The lateral facades with simple cornice circles the building. On the south facade is a Romanesque doorway with zoomorphic forms and tympanum with Agnus Dei and cross under a double archivolt that consists of decorated pearl fillets. Meanwhile, the north facade is decorated with a cross and two animals. Both doorways used a standard door, but the stonework suggests a double rectangular form.

The interior nave is circled by frieze, with four slits flanked by columns and capitals, decorated with vegetal and geometric shapes over archways. The frontispiece likely included slits, with vestiges clearly visible in the interior. Over the axial portico is a double archivolt and tympanum with the cord of Solomon, surmounted by a covered slit or niche, and the ceiling is covered in wood. The triumphal archway to the presbytery is decorated by lions and leaves, columnar capitals and sculpted race, flanked by two frescoes representing Martírio de São Sebastião (Martyr of St. Sebastian) and Virgem de pé, com o Menino nos braços (Virgin Mary and Child). Above these features in the gabled-end is a sculpted Rosetta window.

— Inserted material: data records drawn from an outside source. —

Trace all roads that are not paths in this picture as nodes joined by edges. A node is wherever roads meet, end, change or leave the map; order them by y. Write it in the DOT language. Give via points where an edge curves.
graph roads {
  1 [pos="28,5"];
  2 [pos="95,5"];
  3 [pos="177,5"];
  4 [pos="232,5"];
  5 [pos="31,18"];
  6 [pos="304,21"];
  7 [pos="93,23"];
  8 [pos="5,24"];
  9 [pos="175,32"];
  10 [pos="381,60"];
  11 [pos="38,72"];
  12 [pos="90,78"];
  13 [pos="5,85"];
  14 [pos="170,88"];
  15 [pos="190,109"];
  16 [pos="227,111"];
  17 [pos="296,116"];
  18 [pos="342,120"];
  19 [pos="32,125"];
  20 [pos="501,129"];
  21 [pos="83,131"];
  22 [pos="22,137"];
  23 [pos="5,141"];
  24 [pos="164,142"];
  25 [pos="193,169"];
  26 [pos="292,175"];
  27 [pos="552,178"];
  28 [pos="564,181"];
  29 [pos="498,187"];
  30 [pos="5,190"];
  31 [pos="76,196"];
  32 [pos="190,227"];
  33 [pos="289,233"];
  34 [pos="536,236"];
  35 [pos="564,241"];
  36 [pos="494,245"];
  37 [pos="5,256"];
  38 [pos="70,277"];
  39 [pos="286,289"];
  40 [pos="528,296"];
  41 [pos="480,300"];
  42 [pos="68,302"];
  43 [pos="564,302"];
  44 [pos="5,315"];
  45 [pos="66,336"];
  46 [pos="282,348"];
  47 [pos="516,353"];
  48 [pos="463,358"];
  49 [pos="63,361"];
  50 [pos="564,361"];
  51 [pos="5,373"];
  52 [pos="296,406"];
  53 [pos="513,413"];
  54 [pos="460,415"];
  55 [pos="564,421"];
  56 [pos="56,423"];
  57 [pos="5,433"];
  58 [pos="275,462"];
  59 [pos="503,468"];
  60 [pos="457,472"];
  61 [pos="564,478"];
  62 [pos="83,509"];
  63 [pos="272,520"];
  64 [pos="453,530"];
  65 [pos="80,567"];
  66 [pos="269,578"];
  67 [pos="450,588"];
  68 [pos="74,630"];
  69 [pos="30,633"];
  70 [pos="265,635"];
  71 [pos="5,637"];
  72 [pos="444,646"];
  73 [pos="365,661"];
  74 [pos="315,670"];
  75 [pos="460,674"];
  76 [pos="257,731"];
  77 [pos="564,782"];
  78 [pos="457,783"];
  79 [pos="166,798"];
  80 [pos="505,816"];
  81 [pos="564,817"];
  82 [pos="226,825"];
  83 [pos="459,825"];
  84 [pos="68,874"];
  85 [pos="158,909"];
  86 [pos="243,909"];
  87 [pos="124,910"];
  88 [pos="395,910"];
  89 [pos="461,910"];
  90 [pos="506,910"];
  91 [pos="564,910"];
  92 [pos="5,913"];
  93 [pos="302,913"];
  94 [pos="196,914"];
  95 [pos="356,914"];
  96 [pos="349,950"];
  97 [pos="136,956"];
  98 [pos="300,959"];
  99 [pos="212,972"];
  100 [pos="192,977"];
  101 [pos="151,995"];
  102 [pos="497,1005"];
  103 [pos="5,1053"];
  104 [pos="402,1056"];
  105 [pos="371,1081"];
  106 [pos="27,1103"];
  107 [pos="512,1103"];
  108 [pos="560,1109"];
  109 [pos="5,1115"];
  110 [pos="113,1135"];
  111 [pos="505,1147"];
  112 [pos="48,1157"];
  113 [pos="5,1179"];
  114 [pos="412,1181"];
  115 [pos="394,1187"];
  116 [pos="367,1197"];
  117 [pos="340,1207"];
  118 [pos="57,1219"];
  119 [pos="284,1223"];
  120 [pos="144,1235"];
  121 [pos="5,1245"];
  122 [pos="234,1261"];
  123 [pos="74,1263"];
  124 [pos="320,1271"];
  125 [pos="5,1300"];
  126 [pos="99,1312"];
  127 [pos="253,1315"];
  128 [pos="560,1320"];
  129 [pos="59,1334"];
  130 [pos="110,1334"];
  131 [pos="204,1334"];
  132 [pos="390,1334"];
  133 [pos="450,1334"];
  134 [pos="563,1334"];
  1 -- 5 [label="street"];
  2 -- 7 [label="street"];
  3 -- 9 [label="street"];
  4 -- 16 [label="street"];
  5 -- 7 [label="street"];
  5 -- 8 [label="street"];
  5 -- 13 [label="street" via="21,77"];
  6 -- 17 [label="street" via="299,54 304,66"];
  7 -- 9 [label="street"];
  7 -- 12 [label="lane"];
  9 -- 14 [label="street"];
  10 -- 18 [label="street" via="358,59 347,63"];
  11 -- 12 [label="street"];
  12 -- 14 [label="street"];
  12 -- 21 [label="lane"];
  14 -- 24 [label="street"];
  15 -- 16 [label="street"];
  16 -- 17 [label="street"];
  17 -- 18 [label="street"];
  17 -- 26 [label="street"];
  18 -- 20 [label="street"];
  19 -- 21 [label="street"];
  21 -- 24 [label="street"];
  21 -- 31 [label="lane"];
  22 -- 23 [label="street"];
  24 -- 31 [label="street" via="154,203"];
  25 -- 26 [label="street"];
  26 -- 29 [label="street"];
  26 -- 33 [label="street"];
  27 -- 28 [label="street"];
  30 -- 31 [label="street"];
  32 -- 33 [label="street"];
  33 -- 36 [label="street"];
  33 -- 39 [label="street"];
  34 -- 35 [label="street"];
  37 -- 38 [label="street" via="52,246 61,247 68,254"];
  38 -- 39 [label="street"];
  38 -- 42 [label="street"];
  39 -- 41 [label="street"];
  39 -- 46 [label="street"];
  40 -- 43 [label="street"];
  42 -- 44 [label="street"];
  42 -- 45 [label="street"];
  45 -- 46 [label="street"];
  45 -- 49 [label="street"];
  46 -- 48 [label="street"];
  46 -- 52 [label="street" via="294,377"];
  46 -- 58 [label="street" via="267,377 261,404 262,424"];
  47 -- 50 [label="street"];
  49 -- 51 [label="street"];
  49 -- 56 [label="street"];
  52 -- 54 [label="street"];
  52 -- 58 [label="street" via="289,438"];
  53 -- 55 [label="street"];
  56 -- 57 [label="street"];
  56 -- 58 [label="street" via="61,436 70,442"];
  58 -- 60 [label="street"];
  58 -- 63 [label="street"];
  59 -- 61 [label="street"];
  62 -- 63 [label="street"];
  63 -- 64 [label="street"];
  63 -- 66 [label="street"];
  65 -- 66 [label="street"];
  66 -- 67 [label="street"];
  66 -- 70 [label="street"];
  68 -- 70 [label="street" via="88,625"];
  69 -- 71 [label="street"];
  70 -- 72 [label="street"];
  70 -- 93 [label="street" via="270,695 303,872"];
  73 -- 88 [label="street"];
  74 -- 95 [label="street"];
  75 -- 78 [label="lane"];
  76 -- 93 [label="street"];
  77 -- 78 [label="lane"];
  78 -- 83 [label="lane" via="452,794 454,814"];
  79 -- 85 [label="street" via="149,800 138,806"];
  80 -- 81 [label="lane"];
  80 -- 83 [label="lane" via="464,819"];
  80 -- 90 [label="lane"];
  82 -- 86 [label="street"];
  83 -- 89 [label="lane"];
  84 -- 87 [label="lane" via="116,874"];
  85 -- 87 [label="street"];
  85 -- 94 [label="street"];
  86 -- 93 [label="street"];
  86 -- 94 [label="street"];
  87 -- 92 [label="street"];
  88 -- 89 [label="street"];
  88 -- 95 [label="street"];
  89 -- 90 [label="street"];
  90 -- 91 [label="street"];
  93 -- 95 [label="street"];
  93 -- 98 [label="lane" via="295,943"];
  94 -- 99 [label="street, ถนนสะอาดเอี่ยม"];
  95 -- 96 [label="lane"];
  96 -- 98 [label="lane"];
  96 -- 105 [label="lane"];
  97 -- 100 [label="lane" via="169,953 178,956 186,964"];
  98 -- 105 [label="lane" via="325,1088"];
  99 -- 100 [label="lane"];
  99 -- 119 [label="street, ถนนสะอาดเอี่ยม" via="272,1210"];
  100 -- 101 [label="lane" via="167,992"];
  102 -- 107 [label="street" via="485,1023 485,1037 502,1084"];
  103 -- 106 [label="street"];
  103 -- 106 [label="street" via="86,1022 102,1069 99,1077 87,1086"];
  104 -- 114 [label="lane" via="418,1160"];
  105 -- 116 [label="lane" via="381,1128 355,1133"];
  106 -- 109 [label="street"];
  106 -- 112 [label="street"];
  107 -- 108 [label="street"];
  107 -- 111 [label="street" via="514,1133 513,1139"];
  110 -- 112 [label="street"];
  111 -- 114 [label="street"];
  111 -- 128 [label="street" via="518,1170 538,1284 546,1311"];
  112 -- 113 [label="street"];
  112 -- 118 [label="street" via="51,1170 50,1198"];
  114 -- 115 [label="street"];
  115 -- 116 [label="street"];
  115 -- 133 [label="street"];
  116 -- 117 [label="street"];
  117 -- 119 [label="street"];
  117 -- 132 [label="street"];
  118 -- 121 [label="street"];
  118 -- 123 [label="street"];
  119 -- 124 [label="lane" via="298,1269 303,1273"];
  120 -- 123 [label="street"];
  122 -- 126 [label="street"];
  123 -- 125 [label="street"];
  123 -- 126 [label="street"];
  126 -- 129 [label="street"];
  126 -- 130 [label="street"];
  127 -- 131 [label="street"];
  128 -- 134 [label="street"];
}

The original mural paintings include the following: Martírio de São Sebastião 171 cm high by 140 cm wide; Lava-pés 215.5 × 172.5 cm; Deposição no túmulo 216 cm high by 119 cm wide; Descida da cruz 216 cm high by 180 cm wide; Sagrada Família 150.5 × 130.7 cm, date between 1540 and 1550; and the image of São Salvador 172 × 67.5 cm, date to 1500: these were transferred to the Alberto Sampaio Museum in Guimarães.